- Mientras, persiste incertidumbre en torno al subsidio que el Ejecutivo envió al Congreso para su aprobación, sin lograr hasta ahora que avance en comisiones y el pleno.
Redacción Crónica
En cumplimiento con el Acuerdo Ministerial 333-2026 del Ministerio de Energía y Minas (MEM), este sábado 22 de agosto iniciará formalmente en Guatemala la distribución de la mezcla de combustible E10, compuesta por un 90% de gasolina y un 10% de etanol.
En esta primera etapa, el biocarburante se despachará exclusivamente en las bombas de gasolina regular. La medida responde a que este tipo de combustible es utilizado por el 54% del parque vehicular del país, lo que incluye a más de tres millones de motociclistas. Por su parte, la gasolina superior y el diésel continuarán comercializándose sin mezcla, dejando a criterio de los automovilistas la elección del producto.
Un escenario económico complejo: Precios altos y sin subsidio
La puesta en marcha de esta mezcla llega en un contexto económico desafiante para los guatemaltecos. Actualmente, los precios de los combustibles continúan en niveles elevados que impactan el presupuesto familiar y los costos de transporte a nivel nacional.
A esta situación se suma la inacción en el plano legislativo: el Congreso de la República no ha logrado avanzar en la aprobación de una iniciativa de ley para otorgar un subsidio temporal a los combustibles.

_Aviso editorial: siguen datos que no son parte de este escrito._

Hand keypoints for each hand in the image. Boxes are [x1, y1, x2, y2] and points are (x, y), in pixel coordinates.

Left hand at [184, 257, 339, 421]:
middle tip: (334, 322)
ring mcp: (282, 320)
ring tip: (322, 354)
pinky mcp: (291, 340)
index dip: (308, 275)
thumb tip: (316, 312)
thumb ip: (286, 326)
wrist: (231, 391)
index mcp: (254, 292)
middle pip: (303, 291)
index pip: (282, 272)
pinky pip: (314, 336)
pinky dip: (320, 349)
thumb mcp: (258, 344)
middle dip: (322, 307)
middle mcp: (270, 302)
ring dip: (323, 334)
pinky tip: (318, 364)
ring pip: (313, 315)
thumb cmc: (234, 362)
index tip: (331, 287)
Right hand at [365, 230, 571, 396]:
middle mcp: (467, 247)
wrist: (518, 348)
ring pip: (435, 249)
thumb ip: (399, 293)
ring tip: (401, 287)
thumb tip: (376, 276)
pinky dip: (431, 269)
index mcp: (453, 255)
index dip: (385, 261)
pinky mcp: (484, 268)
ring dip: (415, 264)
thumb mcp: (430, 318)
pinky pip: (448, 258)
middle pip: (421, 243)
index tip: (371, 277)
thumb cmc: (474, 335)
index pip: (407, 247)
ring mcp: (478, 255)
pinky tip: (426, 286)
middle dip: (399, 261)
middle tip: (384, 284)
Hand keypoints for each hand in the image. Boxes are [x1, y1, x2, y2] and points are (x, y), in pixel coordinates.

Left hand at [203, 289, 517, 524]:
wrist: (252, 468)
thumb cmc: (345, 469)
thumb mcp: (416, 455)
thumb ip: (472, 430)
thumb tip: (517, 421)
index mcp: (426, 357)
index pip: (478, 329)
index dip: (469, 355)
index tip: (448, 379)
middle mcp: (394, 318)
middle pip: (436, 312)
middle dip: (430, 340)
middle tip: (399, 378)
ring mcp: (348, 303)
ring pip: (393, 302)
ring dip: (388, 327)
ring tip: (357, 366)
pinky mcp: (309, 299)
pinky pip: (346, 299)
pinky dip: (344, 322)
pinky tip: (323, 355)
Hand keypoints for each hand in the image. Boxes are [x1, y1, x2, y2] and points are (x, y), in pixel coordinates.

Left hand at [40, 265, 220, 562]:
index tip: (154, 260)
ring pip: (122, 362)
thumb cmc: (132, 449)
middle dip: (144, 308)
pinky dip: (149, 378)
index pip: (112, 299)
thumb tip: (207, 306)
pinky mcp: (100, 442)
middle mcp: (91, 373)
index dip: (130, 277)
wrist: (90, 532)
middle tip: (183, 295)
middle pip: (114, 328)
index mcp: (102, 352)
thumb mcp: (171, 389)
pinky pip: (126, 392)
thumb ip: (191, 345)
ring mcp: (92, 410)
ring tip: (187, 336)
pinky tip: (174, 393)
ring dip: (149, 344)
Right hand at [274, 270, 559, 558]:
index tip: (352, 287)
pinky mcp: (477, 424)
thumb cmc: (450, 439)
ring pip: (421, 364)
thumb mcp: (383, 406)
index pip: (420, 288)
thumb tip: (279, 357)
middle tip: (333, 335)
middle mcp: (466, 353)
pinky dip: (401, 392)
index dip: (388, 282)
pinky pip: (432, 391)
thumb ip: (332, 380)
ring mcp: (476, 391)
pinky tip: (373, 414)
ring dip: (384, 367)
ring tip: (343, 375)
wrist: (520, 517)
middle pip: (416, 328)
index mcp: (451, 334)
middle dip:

Sin una medida de apoyo económico aprobada por los diputados, los consumidores deben asumir de forma directa el costo actual en las estaciones de servicio.
Desde el sector de combustibles renovables se argumenta que la incorporación del etanol producido local e internacionalmente podría representar un leve alivio gradual, estimando una reducción de hasta 46 centavos por galón en la gasolina regular. Sin embargo, analistas y usuarios coinciden en que este ajuste no sustituye la necesidad de medidas fiscales o de mitigación directa mientras persista la volatilidad del mercado internacional.
Dudas e incertidumbre entre la población
La transición hacia la mezcla E10 ha generado un mar de dudas entre conductores y motoristas, quienes expresan temor sobre posibles daños en los motores, el rendimiento por galón y el impacto en piezas mecánicas como empaques, mangueras y carburadores.
Ante la desinformación en redes sociales, autoridades del MEM y directivas de la Asociación de Productores de Alcohol de Guatemala (APAG) y de la Asociación de Combustibles Renovables (ACR) hicieron un llamado a la calma. Aseguraron que la mezcla E10 es un estándar utilizado de forma segura en más de 60 países.
Asimismo, destacaron pruebas locales realizadas en conjunto con la Universidad del Valle de Guatemala (UVG), en las que se evaluaron motocicletas que recorrieron miles de kilómetros utilizando la mezcla sin registrar fallas mecánicas. No obstante, las autoridades prometieron mantener protocolos de verificación y canales de atención para resolver las inquietudes técnicas de los usuarios a medida que avance la implementación.